But since 2021, developer Codemasters has turned its focus onto other areas of the game, and classic content has disappeared entirely.
If you’ve been disappointed by this development, then there was a brief moment in the announcement of F1 23’s features that probably got your hopes up: three ‘legacy tracks’ were being included.
Unfortunately, the word ‘legacy’ was chosen very carefully there. It didn’t mean ‘classic’. What it meant was that three tracks that have appeared in recent games but are not on the 2023 calendar – Shanghai, Paul Ricard and Portimao – would all be included.
That’s fine. They’ve all been made for previous games, so why let them disappear just because they’re not on the calendar anymore? It makes sense to include them. Nobody’s going to complain about having more tracks in any racing game!
But it also highlights the fact that this game has no classic tracks, and still no classic content at all. Again, I can understand why: recreating old tracks from scratch is a huge amount of work for the team at Codemasters, and do those tracks make a genuine difference to most people’s enjoyment of the game? Would adding Sepang, Istanbul or a real old-school classic like Brands Hatch (which featured in F1 2013) sell more copies? I’d love it, but do I represent most of the people who will buy this game? I genuinely don’t know the answer to that but, as a loyal player of these games, I’m disappointed.
The same goes for classic cars. Up until very recently the F1 games boasted a huge selection of classic machinery, covering decades of F1 history. But managing a fleet of them, and all the licensing challenges that must have come with that, would have been no easy task – and there would have been various costs attached. Plus, Codemasters probably has data on how much, or how little, those cars were used by most players.
There were attempts to integrate the classic cars into the main career modes of the game but, even as a fan of those cars, I always skipped the bonus challenges that involved doing things like an overtake challenge in a 1988 McLaren, or a hotlap in a 2006 Renault. I wanted more excuses to race those cars, and for those races to be exciting.
However, I always felt there were a couple of missed opportunities that would have made the classic cars more appealing. Firstly, with so many different cars in each class, the desire to stay true to each car’s real performance level meant that if you did a race with 1990s cars, for example, you’d just get the cars driving around in clusters, based roughly on how old they were. It didn’t create very exciting racing. If they’d been willing to equalise performance – as you can with the current-spec cars in the game – you could have some epic races where you can take on a Williams FW18 in your Jordan 191, for example.
I’ve put this suggestion to the game’s developers in the past and I was met with a polite scrunched-up face. The big question was which car’s performance level would you balance them all to, given the spread of speed from a decade’s worth of development and rule changes. It’s a challenge, but why not aim for the middle? Slow down the 1998 McLaren, speed up the 1992 Williams, for example. If we can make a 2023 Williams FW45 as fast as a Red Bull RB19, it doesn’t feel particularly offensive to do something similar with the classics to make them much more rewarding to race with.

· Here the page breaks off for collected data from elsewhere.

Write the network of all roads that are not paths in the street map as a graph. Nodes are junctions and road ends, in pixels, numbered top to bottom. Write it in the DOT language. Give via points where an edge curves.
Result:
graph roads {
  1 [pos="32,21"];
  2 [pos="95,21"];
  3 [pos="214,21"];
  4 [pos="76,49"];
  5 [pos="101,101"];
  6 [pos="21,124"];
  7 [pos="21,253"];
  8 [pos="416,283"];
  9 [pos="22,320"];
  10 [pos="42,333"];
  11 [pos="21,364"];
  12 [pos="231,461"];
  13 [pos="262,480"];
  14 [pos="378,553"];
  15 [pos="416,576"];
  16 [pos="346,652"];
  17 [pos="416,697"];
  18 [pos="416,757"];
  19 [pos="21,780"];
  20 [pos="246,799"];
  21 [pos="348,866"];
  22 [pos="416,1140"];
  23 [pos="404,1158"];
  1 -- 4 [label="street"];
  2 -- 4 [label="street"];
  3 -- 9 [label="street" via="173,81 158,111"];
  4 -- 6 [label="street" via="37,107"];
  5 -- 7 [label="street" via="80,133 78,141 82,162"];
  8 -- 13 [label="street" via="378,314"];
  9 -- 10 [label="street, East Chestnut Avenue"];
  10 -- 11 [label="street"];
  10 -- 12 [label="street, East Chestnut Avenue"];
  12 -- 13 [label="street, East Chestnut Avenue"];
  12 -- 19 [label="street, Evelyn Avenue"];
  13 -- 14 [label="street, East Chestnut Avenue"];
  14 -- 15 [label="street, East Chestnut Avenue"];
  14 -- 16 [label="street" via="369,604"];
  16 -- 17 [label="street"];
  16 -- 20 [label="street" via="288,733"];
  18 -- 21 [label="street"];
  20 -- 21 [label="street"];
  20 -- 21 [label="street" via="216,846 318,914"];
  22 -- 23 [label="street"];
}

An alternative to that would be to allow each car to have multiple liveries.
Again, I’m sure this would have been a licensing nightmare, but we’ve seen other games incorporate classic F1 cars and be allowed to feature some fictional liveries. If this was an option, then you could set up a full grid of 2004 Ferraris to get the thrill of the fastest V10 cars ever made, for example, but rather than charging down to Turn 1 amongst a sea of red cars, you would feel more like you were in a race from 2004 with multiple teams on the grid. And you’d get a much more evenly-matched race than if you jumped in the F2004 against all the other cars from the 2000s that were in its class on previous games.
If you were able to do that, then you’ve effectively just added multiple classic seasons to the game. Imagine the depth that would add, particularly with a line-up of classic cars like the epic set we had in F1 2018-19, that ranged all the way from the early 1970s to 2010. That would instantly open up a new game mode as well: ‘F1 eras’. Play your way through various ‘seasons’ from the 1970s, 1980s, 1990s and well into the 21st century, experiencing the frightening pace of development through F1 history, and logging all your stats for the first-ever career spanning 40 years!
This is the time of year when we all sound ungrateful. A new F1 game is announced, new features are revealed, we start hearing about how hard everyone on the team at Codemasters has been working… and all everybody does is focus on a niche feature they wish was in the game. Like I just have.
Maybe the classic cars were too much effort for the amount they were used. But if they were more enjoyable to race, more people would have made the most of their inclusion.